Optimization Features
Yano goes beyond obfuscation and will incrementally provide more value for your applications.
Pruning
Smaller applications are downloaded, installed, loaded and run faster. Yano offers pruning feature by removing unused code and metadata. Significant assembly size reduction is achieved, concerving computing resources such as network traffic, disk space and operating memory usage.
When Deep Analysis is enabled, Yano uses an unique static analysis algorithm to spot unused metadata elements and code blocks. Those elements can then be safely pruned. Pruning gives a substantial assemblies size reduction when the application is built from reusable components. For example, this feature cuts in size Yano assemblies by about 30%.
Deep Analysis considers code or metadata elements as used (i.e. unprunable) when they are directly or indirectly called or used by entry point methods.
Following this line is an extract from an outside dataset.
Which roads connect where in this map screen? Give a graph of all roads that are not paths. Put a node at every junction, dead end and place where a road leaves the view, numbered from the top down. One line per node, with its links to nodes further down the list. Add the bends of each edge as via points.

Yano implicitly considers the standard Main methods as entry points, but you can mark any other method as an entry point by simply excluding it from pruning (see Advanced Rules).
Without Deep Analysis, Yano is still able to prune the following metadata elements:
- Property metadata when there is no evidence that a property is being referenced. This gets getters and setters mixed with regular methods and indistinguishable.
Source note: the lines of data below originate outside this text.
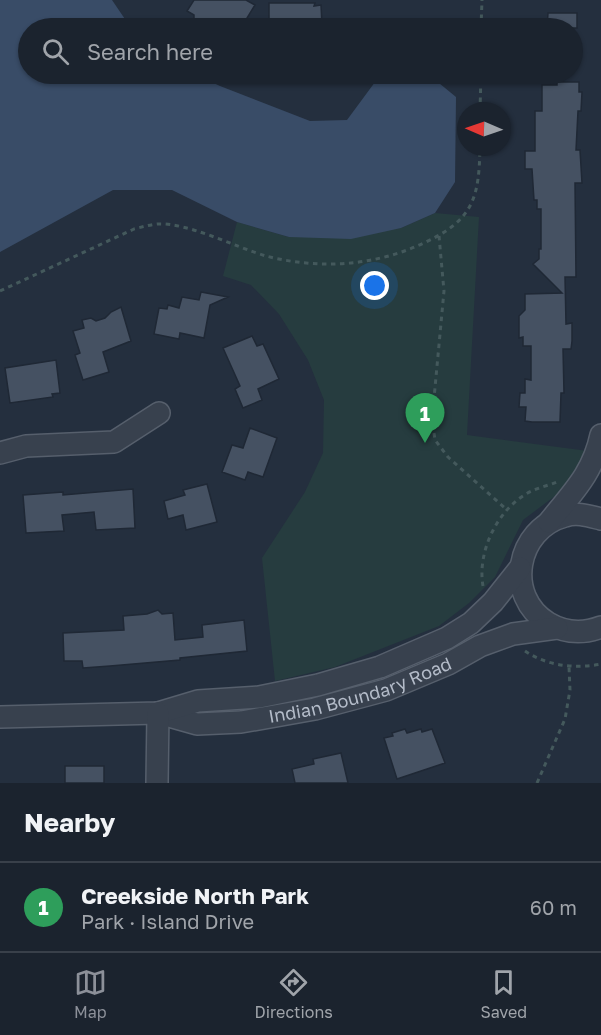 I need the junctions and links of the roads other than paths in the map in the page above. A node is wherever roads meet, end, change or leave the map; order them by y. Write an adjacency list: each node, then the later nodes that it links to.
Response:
1 (159, 413): 3 (street)
2 (601, 435): 5 (street)
3 (0, 453)
4 (601, 519): 5 (street)
5 (549, 522): 6 (street)
6 (520, 568): 7 (street); 9 (street, Indian Boundary Road)
7 (556, 628): 8 (street, Indian Boundary Road); 9 (street, Indian Boundary Road)
8 (598, 630)
9 (158, 713): 10 (street, Indian Boundary Road); 11 (street)
10 (0, 717)
11 (158, 783)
- Event metadata (similar to property).
- Constant declarations are nearly always safe to be pruned, because .NET compilers replace constant references with their actual values at compile-time.
- Attribute applications that may help attackers gain some additional information about original code, such as System.Runtime.CompilerServices.CompilerGeneratedAttribute, System.Diagnostics.DebuggerDisplayAttribute, etc.